▸ EXERCISE REQUIREMENTS:
Given the records below, pull every line with the word "Narzissenweg" into the answer.

RECORDS SUPPLIED: Begin

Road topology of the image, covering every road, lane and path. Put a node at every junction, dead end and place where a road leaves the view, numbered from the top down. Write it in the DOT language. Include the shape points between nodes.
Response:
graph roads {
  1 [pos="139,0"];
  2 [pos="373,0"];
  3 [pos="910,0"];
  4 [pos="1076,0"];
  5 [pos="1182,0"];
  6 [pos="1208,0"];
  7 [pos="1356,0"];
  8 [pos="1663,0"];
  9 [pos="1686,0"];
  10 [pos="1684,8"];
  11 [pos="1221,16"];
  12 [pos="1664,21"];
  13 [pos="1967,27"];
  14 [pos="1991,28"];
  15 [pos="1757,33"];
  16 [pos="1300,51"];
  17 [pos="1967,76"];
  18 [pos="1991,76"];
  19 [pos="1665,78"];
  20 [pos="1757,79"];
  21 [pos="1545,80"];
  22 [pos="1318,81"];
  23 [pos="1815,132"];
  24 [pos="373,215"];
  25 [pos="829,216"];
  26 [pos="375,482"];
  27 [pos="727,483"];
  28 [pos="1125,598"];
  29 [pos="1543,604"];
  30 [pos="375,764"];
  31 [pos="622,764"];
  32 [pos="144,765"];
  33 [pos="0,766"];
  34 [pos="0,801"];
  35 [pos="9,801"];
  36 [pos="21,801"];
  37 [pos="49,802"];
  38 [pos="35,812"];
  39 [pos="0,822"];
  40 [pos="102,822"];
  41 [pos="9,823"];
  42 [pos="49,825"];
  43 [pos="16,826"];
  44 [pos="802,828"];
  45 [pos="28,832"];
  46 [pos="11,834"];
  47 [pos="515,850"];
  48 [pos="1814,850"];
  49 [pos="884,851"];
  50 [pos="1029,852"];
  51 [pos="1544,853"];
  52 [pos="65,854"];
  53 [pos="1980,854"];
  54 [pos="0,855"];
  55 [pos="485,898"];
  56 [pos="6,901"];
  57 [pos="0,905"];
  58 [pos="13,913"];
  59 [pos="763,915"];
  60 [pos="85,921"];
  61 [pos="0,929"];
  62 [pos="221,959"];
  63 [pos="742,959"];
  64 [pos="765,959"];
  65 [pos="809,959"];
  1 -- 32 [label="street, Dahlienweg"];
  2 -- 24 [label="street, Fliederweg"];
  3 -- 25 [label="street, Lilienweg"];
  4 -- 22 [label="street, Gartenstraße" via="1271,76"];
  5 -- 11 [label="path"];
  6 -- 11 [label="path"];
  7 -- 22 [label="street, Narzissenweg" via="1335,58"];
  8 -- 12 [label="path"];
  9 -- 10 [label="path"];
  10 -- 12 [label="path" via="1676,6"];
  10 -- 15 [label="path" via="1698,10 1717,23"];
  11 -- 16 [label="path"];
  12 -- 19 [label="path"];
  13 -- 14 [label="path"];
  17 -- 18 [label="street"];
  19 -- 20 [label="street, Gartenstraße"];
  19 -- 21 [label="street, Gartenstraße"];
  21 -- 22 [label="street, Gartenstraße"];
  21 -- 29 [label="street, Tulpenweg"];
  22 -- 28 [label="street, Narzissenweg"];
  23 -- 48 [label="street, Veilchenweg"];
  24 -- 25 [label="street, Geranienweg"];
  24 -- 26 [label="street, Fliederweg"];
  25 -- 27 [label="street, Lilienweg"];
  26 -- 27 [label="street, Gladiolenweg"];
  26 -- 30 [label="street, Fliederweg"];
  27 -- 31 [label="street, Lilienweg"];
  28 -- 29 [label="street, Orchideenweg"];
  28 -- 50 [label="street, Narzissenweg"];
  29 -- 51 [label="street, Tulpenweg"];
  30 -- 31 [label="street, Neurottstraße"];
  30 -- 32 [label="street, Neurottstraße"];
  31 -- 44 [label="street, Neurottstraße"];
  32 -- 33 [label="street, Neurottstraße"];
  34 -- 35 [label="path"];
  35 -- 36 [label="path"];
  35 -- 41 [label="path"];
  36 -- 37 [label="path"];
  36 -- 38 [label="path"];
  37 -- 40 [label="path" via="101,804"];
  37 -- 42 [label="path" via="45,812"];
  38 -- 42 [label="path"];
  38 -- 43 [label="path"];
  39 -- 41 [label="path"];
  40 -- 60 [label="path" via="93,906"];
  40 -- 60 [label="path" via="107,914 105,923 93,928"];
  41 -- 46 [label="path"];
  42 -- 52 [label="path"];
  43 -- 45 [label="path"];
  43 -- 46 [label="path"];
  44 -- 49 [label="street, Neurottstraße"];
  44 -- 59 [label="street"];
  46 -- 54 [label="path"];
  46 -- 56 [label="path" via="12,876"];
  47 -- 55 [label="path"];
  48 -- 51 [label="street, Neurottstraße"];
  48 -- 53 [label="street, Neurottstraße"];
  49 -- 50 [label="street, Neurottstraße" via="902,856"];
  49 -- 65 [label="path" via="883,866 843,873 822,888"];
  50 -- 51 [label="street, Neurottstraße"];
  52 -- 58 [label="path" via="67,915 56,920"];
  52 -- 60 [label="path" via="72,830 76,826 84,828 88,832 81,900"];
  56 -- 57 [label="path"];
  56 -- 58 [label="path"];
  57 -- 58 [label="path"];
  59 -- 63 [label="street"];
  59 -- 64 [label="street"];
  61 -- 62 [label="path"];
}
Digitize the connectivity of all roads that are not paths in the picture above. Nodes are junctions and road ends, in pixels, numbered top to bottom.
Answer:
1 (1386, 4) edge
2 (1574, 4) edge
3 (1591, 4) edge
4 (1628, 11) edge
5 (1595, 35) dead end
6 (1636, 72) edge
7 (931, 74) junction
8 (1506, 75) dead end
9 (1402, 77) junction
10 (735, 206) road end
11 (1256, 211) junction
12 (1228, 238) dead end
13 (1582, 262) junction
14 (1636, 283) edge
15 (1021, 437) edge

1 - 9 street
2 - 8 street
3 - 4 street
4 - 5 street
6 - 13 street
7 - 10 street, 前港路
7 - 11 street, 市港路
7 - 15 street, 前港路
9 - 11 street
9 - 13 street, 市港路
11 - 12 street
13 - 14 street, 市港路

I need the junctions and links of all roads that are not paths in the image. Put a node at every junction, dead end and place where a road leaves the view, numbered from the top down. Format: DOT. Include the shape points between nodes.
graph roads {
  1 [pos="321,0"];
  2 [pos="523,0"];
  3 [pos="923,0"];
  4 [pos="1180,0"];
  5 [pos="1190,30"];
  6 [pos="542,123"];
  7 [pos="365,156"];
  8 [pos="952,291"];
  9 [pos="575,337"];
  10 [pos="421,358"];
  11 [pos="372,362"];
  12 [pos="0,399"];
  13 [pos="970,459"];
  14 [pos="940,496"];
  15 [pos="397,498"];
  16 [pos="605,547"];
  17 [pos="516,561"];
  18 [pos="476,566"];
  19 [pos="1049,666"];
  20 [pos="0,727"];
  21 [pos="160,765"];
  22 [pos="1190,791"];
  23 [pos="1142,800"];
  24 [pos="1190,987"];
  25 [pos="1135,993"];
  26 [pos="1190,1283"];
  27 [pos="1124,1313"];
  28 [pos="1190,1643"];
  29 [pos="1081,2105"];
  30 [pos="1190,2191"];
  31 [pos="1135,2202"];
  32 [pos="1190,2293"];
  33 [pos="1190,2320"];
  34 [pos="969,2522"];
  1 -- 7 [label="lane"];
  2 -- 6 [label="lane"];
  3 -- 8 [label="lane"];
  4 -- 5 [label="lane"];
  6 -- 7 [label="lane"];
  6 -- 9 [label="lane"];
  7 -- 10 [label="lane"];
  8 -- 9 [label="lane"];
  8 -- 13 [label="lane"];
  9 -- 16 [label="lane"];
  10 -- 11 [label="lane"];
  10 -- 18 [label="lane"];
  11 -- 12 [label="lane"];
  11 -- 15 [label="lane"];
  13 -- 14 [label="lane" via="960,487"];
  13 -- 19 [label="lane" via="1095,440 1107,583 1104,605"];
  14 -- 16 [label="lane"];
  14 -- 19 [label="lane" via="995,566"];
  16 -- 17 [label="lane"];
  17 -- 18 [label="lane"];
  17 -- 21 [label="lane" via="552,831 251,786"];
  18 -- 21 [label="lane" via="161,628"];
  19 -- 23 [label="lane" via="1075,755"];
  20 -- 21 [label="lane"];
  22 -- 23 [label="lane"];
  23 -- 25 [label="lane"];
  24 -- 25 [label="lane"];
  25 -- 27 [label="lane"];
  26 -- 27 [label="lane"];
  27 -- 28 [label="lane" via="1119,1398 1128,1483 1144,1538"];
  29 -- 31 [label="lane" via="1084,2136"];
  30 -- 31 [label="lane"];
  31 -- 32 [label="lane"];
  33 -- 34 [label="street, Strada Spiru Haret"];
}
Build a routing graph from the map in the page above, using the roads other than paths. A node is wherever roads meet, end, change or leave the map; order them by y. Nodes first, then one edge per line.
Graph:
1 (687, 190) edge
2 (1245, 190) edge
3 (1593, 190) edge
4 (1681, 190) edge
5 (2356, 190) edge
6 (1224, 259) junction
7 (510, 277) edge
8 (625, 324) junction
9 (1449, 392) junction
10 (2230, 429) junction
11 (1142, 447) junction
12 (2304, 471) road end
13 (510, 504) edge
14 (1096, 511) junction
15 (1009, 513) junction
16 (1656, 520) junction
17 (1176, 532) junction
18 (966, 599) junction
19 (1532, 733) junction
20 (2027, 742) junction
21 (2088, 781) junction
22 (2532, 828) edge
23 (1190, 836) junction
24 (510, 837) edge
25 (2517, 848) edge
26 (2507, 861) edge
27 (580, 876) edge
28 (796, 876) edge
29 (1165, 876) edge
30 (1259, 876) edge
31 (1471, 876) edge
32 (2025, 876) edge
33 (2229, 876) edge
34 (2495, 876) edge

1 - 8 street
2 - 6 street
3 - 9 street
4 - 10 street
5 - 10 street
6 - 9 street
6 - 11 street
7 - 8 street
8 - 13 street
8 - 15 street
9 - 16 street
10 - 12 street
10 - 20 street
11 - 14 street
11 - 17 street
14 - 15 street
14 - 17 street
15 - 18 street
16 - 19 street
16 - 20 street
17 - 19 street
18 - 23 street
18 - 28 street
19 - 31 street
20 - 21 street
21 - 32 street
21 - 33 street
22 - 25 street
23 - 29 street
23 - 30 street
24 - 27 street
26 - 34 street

RECORDS SUPPLIED: End

▸ RESPONSE AREA:
  7 -- 22 [label="street, Narzissenweg" via="1335,58"];
  22 -- 28 [label="street, Narzissenweg"];
  28 -- 50 [label="street, Narzissenweg"];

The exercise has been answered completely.